### Listed entries

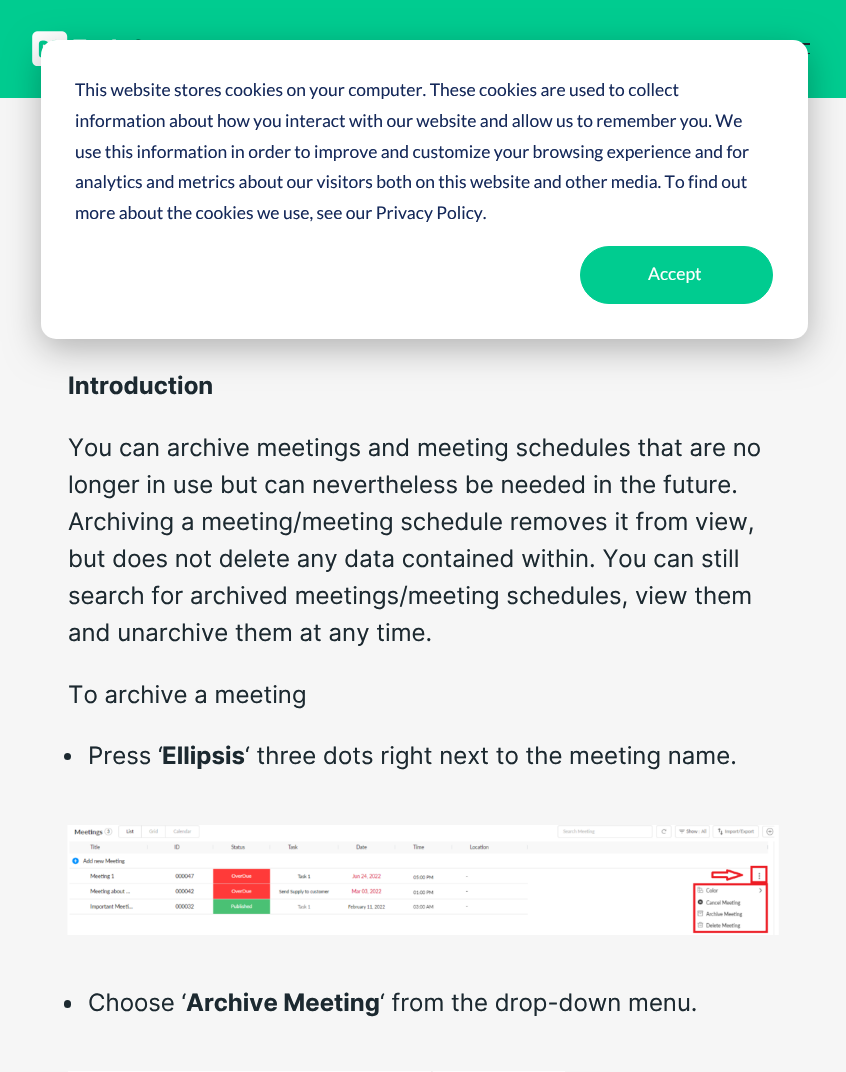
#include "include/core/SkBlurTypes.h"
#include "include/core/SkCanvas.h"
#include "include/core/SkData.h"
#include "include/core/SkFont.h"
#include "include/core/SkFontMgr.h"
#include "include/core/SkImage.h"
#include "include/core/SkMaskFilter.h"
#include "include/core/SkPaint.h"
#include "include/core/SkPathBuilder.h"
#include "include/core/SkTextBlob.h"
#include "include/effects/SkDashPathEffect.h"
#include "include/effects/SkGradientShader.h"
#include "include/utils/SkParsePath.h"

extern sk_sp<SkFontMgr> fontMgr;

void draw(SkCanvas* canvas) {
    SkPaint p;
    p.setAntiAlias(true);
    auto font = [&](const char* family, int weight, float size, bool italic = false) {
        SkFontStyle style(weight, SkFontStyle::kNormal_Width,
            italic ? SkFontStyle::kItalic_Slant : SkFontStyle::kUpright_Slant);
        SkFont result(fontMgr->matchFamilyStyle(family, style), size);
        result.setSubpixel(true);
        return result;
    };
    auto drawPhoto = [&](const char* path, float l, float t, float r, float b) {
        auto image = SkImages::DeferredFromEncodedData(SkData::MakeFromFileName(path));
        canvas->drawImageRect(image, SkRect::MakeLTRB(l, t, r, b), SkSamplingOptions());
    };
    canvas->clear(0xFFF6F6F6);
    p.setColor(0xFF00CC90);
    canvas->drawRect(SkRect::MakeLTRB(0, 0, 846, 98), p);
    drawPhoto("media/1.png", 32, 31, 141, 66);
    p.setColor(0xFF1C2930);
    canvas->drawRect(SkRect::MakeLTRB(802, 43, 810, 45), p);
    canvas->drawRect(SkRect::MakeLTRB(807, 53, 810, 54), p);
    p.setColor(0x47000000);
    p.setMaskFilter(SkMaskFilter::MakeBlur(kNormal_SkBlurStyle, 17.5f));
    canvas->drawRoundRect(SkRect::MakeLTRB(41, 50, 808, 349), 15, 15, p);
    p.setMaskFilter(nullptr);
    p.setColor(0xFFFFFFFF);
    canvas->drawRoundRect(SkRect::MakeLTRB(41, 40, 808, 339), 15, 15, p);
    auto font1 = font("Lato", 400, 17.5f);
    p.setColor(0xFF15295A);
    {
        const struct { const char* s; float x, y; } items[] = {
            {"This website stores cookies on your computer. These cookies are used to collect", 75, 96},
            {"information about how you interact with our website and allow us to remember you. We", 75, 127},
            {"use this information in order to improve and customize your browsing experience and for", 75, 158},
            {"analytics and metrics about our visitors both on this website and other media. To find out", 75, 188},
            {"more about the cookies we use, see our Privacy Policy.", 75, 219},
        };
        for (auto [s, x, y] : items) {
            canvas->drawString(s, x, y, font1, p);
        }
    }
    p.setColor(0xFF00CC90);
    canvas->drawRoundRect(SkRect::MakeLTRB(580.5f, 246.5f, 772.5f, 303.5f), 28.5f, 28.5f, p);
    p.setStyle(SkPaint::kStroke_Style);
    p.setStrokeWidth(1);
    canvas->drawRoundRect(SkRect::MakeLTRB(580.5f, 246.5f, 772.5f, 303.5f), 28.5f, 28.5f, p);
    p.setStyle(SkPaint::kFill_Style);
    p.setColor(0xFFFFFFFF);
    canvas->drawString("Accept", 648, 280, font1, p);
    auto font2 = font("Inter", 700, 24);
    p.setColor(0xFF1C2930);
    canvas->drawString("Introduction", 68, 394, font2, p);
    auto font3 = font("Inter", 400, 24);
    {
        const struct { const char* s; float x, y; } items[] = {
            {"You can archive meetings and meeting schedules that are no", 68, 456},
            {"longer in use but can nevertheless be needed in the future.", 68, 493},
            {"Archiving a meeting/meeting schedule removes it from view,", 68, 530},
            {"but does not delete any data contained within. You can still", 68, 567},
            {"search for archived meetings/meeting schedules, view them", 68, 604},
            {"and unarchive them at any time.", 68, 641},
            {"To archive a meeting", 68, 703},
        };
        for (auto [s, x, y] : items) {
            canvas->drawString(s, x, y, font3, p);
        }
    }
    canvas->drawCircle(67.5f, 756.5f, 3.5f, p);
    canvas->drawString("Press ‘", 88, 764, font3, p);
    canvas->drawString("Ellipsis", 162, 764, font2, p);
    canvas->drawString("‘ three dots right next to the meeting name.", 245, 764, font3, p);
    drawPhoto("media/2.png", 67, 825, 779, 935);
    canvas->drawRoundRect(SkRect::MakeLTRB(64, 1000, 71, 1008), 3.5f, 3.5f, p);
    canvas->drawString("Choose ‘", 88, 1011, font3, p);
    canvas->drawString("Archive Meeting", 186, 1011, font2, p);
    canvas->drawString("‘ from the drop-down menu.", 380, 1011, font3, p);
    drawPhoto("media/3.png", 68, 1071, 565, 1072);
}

### Problem statement
Wherever the word "italic" appears in the listing above, copy the whole line.

### Result of this task
    auto font = [&](const char* family, int weight, float size, bool italic = false) {
            italic ? SkFontStyle::kItalic_Slant : SkFontStyle::kUpright_Slant);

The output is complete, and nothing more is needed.